TCP global synchronization occurs when a sudden burst of traffic causes simultaneous packet loss across many TCP sessions using a single (congested) link.  Each affected TCP session backs off its send rate at the same time, causing link utilization to go way down.  When link utilization is down packet loss is low or non-existent and therefore each affected TCP session increases its send rate at the same time, causing link utilization to go way up and causing severe congestion again, and the cycle repeats.  The result is a saw tooth shaped bandwidth utilization on the single link causing inefficient use of available bandwidth and inconsistent application throughput.

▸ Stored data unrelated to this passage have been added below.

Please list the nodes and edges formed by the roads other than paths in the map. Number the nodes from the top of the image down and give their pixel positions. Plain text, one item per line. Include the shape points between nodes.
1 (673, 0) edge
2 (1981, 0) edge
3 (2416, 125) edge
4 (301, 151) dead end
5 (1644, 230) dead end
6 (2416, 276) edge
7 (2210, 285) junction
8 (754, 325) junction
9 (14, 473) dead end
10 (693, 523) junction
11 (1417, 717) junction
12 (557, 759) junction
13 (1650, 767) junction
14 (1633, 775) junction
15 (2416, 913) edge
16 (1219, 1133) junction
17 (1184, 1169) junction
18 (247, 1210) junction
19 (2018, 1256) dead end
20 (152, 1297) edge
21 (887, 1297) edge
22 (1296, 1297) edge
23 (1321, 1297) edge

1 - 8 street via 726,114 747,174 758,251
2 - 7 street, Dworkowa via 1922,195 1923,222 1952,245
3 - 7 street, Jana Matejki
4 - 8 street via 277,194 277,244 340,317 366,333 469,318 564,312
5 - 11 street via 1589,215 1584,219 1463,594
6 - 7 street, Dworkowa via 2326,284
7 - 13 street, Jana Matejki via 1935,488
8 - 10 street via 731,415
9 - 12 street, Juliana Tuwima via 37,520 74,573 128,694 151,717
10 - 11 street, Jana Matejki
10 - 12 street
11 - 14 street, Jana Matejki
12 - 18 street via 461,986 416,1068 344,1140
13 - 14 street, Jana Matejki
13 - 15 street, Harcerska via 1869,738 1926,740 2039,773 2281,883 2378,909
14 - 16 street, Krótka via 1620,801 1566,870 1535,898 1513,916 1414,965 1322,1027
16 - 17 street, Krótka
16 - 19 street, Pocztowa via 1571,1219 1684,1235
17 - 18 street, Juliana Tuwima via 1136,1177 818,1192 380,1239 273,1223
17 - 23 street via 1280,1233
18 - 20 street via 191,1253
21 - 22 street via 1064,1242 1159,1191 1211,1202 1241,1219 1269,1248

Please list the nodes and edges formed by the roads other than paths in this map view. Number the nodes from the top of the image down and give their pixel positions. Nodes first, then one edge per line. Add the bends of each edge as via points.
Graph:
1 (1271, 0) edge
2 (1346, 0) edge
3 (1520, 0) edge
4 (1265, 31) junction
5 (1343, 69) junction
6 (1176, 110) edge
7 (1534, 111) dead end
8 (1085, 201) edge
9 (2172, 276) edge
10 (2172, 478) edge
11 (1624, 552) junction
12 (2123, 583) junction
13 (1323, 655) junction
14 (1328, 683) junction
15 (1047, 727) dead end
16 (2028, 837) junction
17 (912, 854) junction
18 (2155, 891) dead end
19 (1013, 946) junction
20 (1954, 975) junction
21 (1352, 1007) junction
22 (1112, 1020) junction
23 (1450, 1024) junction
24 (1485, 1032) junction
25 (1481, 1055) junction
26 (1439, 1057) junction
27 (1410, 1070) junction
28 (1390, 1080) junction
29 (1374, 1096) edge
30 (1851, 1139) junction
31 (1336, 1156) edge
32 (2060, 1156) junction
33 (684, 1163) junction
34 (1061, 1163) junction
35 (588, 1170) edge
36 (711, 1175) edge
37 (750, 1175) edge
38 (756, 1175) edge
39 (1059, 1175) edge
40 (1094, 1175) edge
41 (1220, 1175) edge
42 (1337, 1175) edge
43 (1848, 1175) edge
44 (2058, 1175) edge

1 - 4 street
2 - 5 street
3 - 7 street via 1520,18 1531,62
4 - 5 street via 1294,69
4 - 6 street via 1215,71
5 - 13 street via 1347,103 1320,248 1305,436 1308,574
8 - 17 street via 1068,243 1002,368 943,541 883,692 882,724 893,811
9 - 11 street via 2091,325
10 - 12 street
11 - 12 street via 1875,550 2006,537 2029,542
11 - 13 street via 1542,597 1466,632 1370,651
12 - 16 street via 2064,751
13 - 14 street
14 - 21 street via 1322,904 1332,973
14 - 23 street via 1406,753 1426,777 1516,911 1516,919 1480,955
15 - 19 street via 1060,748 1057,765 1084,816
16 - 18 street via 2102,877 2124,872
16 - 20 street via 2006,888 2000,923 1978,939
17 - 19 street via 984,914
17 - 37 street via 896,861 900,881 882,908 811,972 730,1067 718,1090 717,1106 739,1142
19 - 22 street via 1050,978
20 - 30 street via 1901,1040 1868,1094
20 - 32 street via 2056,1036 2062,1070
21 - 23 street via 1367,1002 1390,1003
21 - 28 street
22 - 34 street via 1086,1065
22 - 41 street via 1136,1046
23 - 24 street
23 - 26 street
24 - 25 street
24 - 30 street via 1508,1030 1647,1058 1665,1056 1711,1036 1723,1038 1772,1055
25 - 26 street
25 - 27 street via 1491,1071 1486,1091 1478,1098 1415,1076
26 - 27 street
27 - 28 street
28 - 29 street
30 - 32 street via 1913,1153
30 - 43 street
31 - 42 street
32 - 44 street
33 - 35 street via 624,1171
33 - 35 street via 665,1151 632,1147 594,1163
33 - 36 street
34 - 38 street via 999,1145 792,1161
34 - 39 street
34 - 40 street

The leading cause of TCP global synchronization is sudden congestion causing numerous packet drops and simultaneously affecting many TCP flows all at once, as would typically happen in classic tail-drop queue management.  More intelligent queue management such as WRED (weighted random early discard) is designed to improve overall network performance by avoiding numerous and sudden packet drops that can cause TCP global synchronization.  WRED will randomly drop packets from a queue as it begins to fill, hoping that end stations who’s packets were dropped will offer less load and avoid the more consequential full queue scenario when tail drop begins dropping many packets.

The difference between RED and WRED is that WRED can take into consideration QoS markings in making decisions of which packets to drop, supporting a broader network wide or device specific QoS policy.